A partir de 1964 (début de la dictature militaire), la redéfinition du jeu politique, déterminé en partie par l’expansion entrepreneuriale, du fait du développement industriel qu’a favorisé l’internationalisation du marché brésilien, a soutenu la propre modernisation, l’évolution des intérêts et le renforcement des forces armées. Le nouveau régime a perçu combien l’éducation constituait un facteur important de développement socio-économique. Mais, pour cela, il dû ouvrir, pour la première fois - et l’on peut écrire, de manière permanente, jusqu’à aujourd’hui - les portes à l’aide internationale en matière de définition et de financement d’orientations éducationnelles en adéquation avec les lois du marché international. C’est ainsi que furent signés les accords MEC-USAID4, en vue d’établir une politique d’enseignement qui couvrirait les deux segments extrêmes de la scolarité : le développement de l’enseignement primaire et l’expansion de l’enseignement supérieur capable de répondre aux exigences en matière de recherche et de formation.

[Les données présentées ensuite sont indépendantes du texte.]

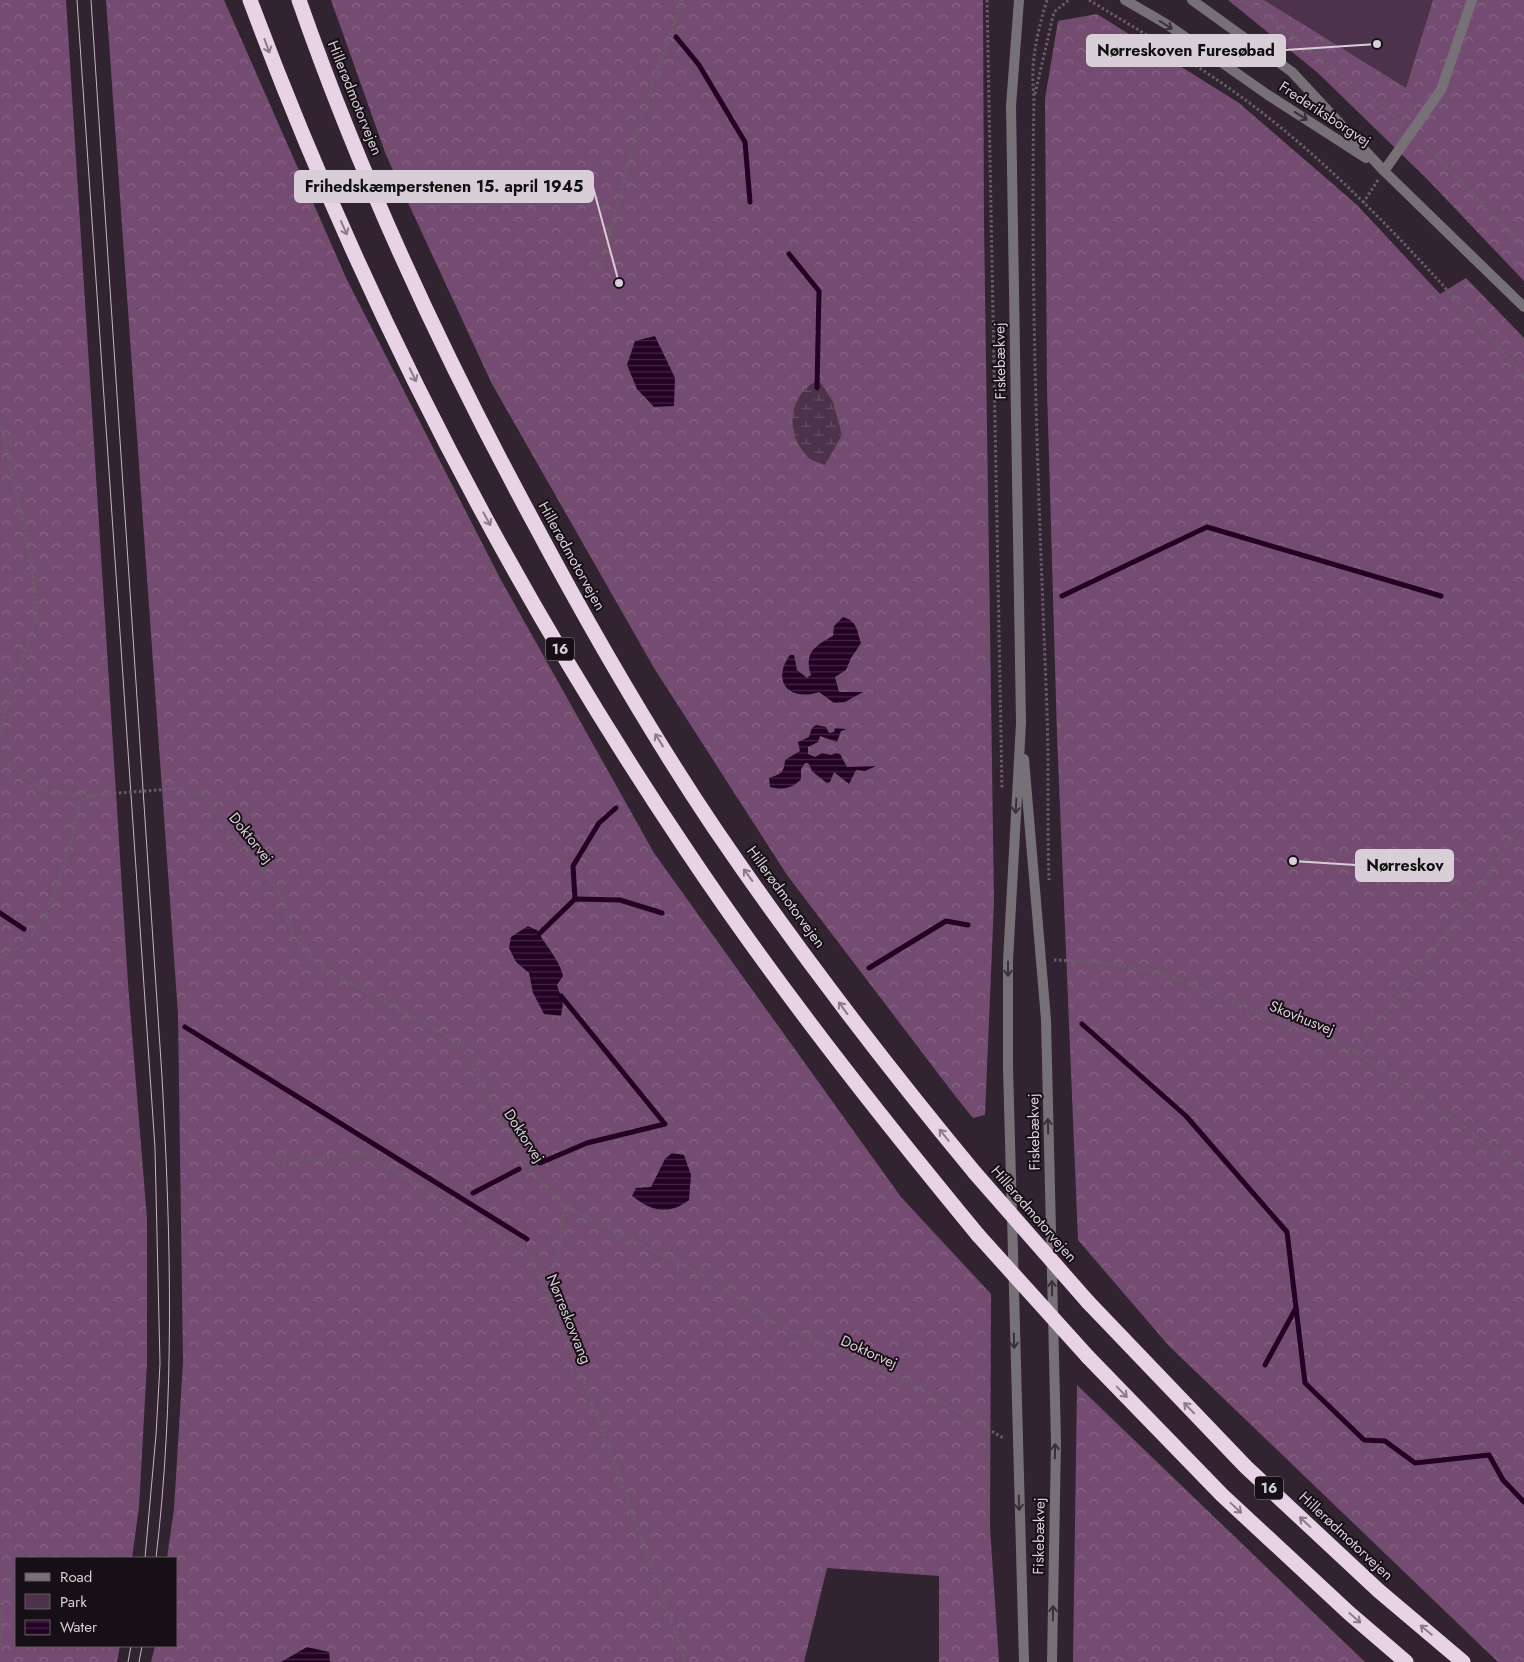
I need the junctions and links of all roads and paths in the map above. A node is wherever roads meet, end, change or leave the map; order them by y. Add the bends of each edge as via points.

Pour problématique qu’aie été cette transition, pour la première fois, et à partir de la seconde moitié du XX° siècle, l’éducation fut considérée comme secteur prioritaire. Durant les quatre décennies suivantes, et jusqu’à aujourd’hui, elle va être marquée par d’importantes tentatives de réformes et de changements, la plupart du temps influencées par les grandes agences internationales auxquelles s’est ouvert le régime militaire.

Notes
4.

Ministério Educação et Cultura-United States Agency for International Development.